→ DIRECTIONS
Work through the records below and copy every line that includes "roads".

SOURCE INFORMATION Block Start

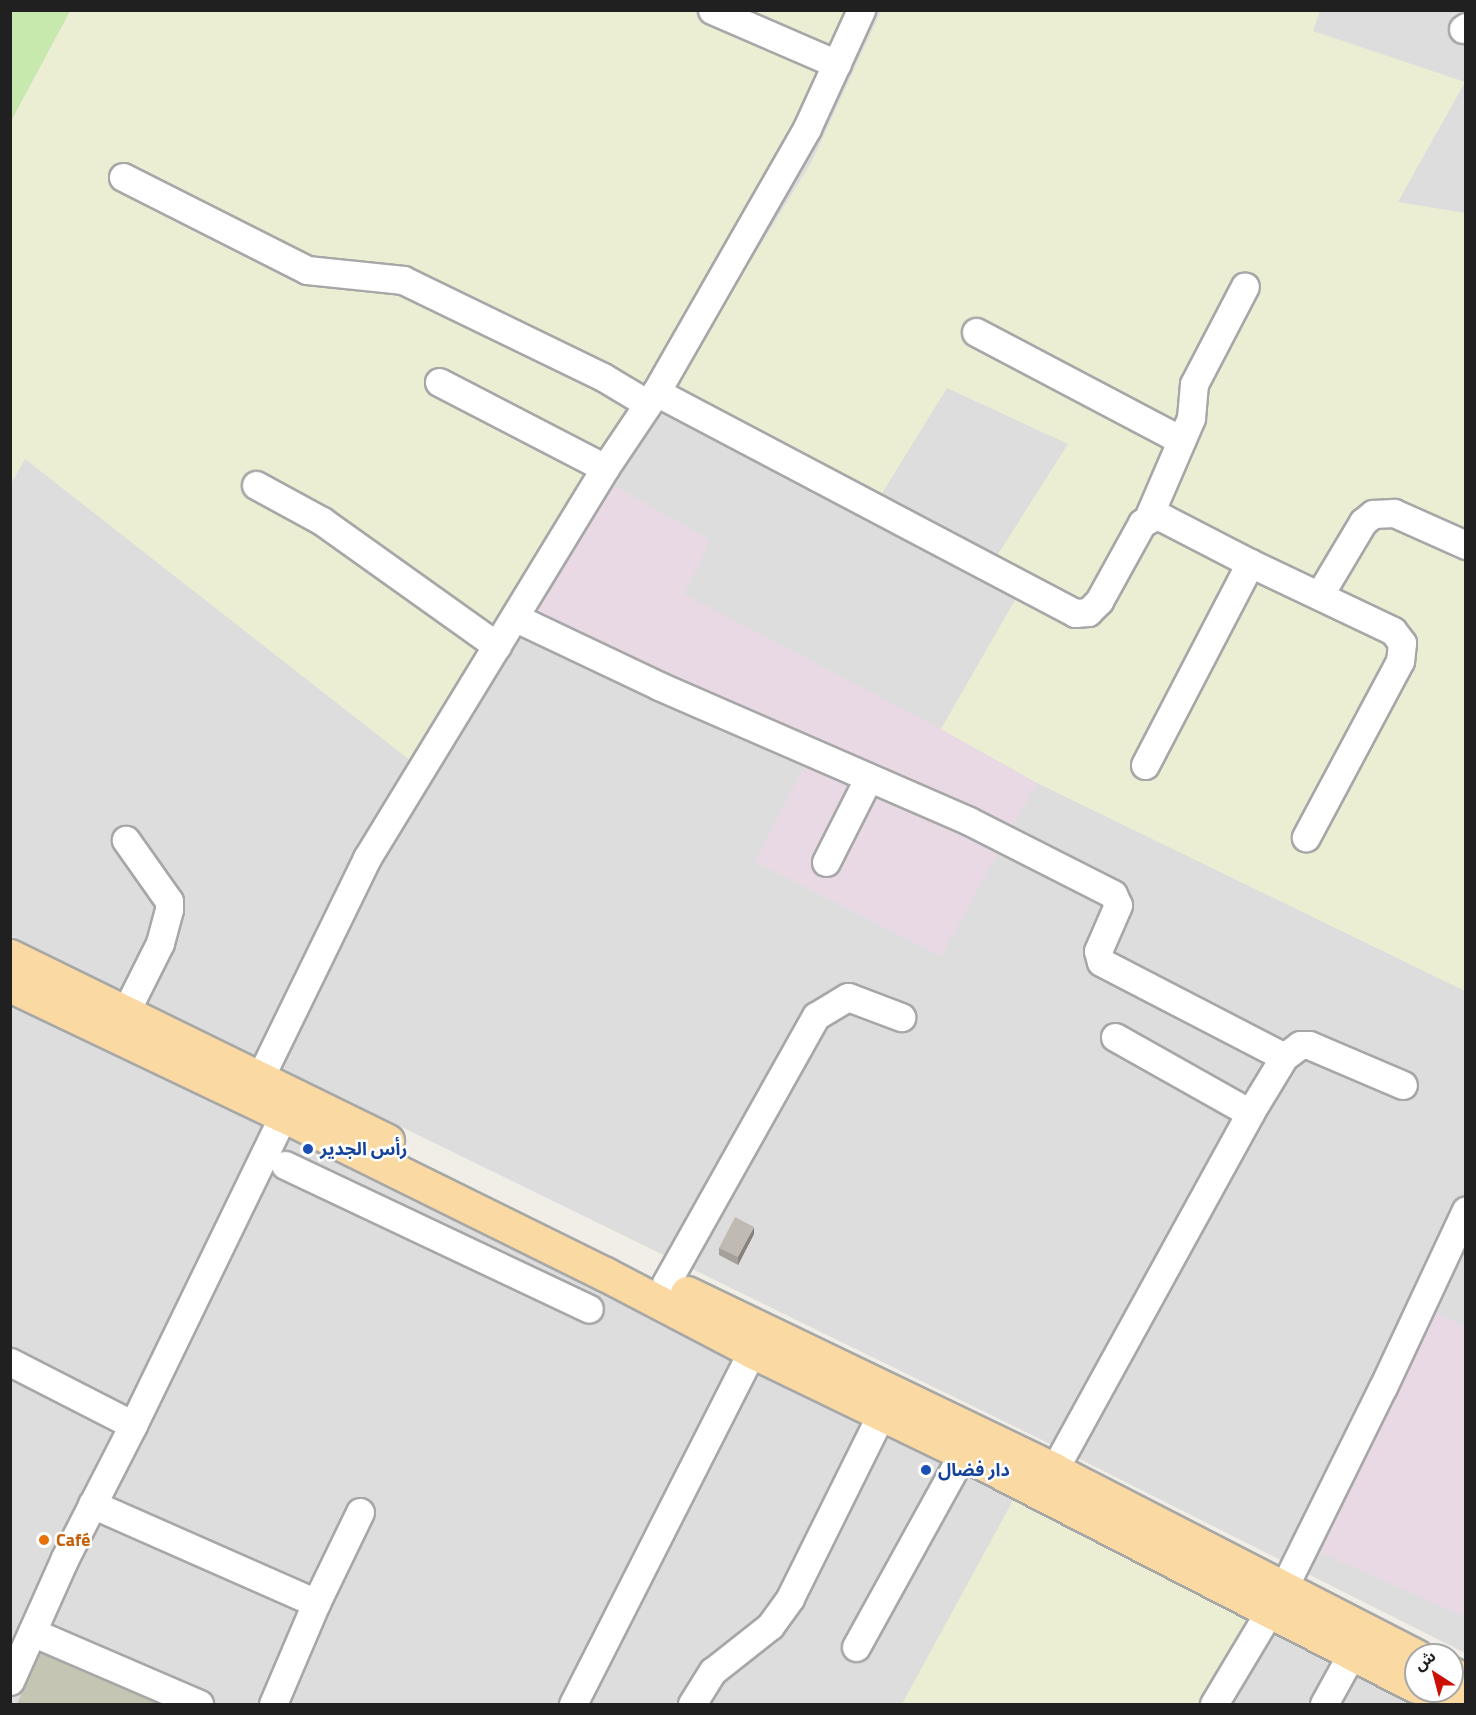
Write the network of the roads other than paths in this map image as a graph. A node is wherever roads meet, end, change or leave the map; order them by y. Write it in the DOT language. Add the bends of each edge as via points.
graph roads {
  1 [pos="712,10"];
  2 [pos="861,10"];
  3 [pos="837,64"];
  4 [pos="123,177"];
  5 [pos="1245,286"];
  6 [pos="976,332"];
  7 [pos="439,382"];
  8 [pos="652,398"];
  9 [pos="1181,440"];
  10 [pos="605,468"];
  11 [pos="256,485"];
  12 [pos="1148,518"];
  13 [pos="1466,545"];
  14 [pos="1250,563"];
  15 [pos="1320,594"];
  16 [pos="516,618"];
  17 [pos="497,646"];
  18 [pos="1145,765"];
  19 [pos="868,779"];
  20 [pos="1306,837"];
  21 [pos="126,840"];
  22 [pos="826,862"];
  23 [pos="10,956"];
  24 [pos="10,985"];
  25 [pos="125,1013"];
  26 [pos="901,1017"];
  27 [pos="1115,1036"];
  28 [pos="1284,1057"];
  29 [pos="1403,1085"];
  30 [pos="254,1088"];
  31 [pos="288,1104"];
  32 [pos="1250,1113"];
  33 [pos="285,1166"];
  34 [pos="1466,1210"];
  35 [pos="666,1283"];
  36 [pos="589,1309"];
  37 [pos="752,1351"];
  38 [pos="10,1362"];
  39 [pos="882,1413"];
  40 [pos="133,1425"];
  41 [pos="963,1453"];
  42 [pos="1054,1470"];
  43 [pos="92,1504"];
  44 [pos="360,1512"];
  45 [pos="1277,1599"];
  46 [pos="316,1603"];
  47 [pos="32,1632"];
  48 [pos="1359,1642"];
  49 [pos="856,1647"];
  50 [pos="1404,1653"];
  51 [pos="1404,1677"];
  52 [pos="10,1681"];
  53 [pos="199,1704"];
  54 [pos="273,1704"];
  55 [pos="573,1704"];
  56 [pos="692,1704"];
  57 [pos="1214,1704"];
  58 [pos="1324,1704"];
  1 -- 3 [label="street"];
  2 -- 3 [label="street"];
  3 -- 8 [label="street" via="776,184"];
  4 -- 8 [label="street" via="307,270 403,280"];
  5 -- 9 [label="street" via="1194,384 1191,418"];
  6 -- 9 [label="street"];
  7 -- 10 [label="street"];
  8 -- 10 [label="street"];
  8 -- 12 [label="street" via="1075,613 1088,612 1099,601"];
  9 -- 12 [label="street"];
  10 -- 16 [label="street"];
  11 -- 17 [label="street" via="322,521"];
  12 -- 14 [label="street" via="1163,518"];
  13 -- 15 [label="street" via="1394,513 1373,514 1363,522"];
  14 -- 15 [label="street"];
  14 -- 18 [label="street"];
  15 -- 20 [label="street" via="1393,631 1403,650"];
  16 -- 17 [label="street"];
  16 -- 19 [label="street"];
  17 -- 30 [label="street" via="367,858"];
  19 -- 22 [label="street"];
  19 -- 28 [label="street" via="969,821 1113,894 1118,905 1098,951 1101,962"];
  21 -- 25 [label="street" via="169,901 169,909 160,944"];
  23 -- 25 [label="main road"];
  24 -- 30 [label="main road"];
  25 -- 30 [label="main road"];
  26 -- 35 [label="street" via="848,997 816,1016"];
  27 -- 32 [label="street"];
  28 -- 29 [label="street" via="1300,1045 1309,1045"];
  28 -- 32 [label="street"];
  30 -- 31 [label="main road"];
  31 -- 35 [label="main road"];
  31 -- 37 [label="main road"];
  31 -- 40 [label="street"];
  32 -- 42 [label="street"];
  33 -- 36 [label="street"];
  34 -- 45 [label="street"];
  35 -- 42 [label="main road"];
  37 -- 39 [label="main road"];
  37 -- 55 [label="street"];
  38 -- 40 [label="street"];
  39 -- 41 [label="main road"];
  39 -- 56 [label="street" via="790,1598 770,1626 713,1671"];
  40 -- 43 [label="street"];
  41 -- 45 [label="main road"];
  41 -- 49 [label="street"];
  42 -- 45 [label="main road"];
  43 -- 46 [label="street"];
  43 -- 47 [label="street"];
  44 -- 46 [label="street"];
  45 -- 48 [label="main road"];
  45 -- 57 [label="street"];
  46 -- 54 [label="street"];
  47 -- 52 [label="street"];
  47 -- 53 [label="street"];
  48 -- 50 [label="main road"];
  48 -- 51 [label="main road"];
  48 -- 58 [label="street"];
}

SOURCE INFORMATION Block End

→ SOLVED PROBLEM
Write the network of the roads other than paths in this map image as a graph. A node is wherever roads meet, end, change or leave the map; order them by y. Write it in the DOT language. Add the bends of each edge as via points.
graph roads {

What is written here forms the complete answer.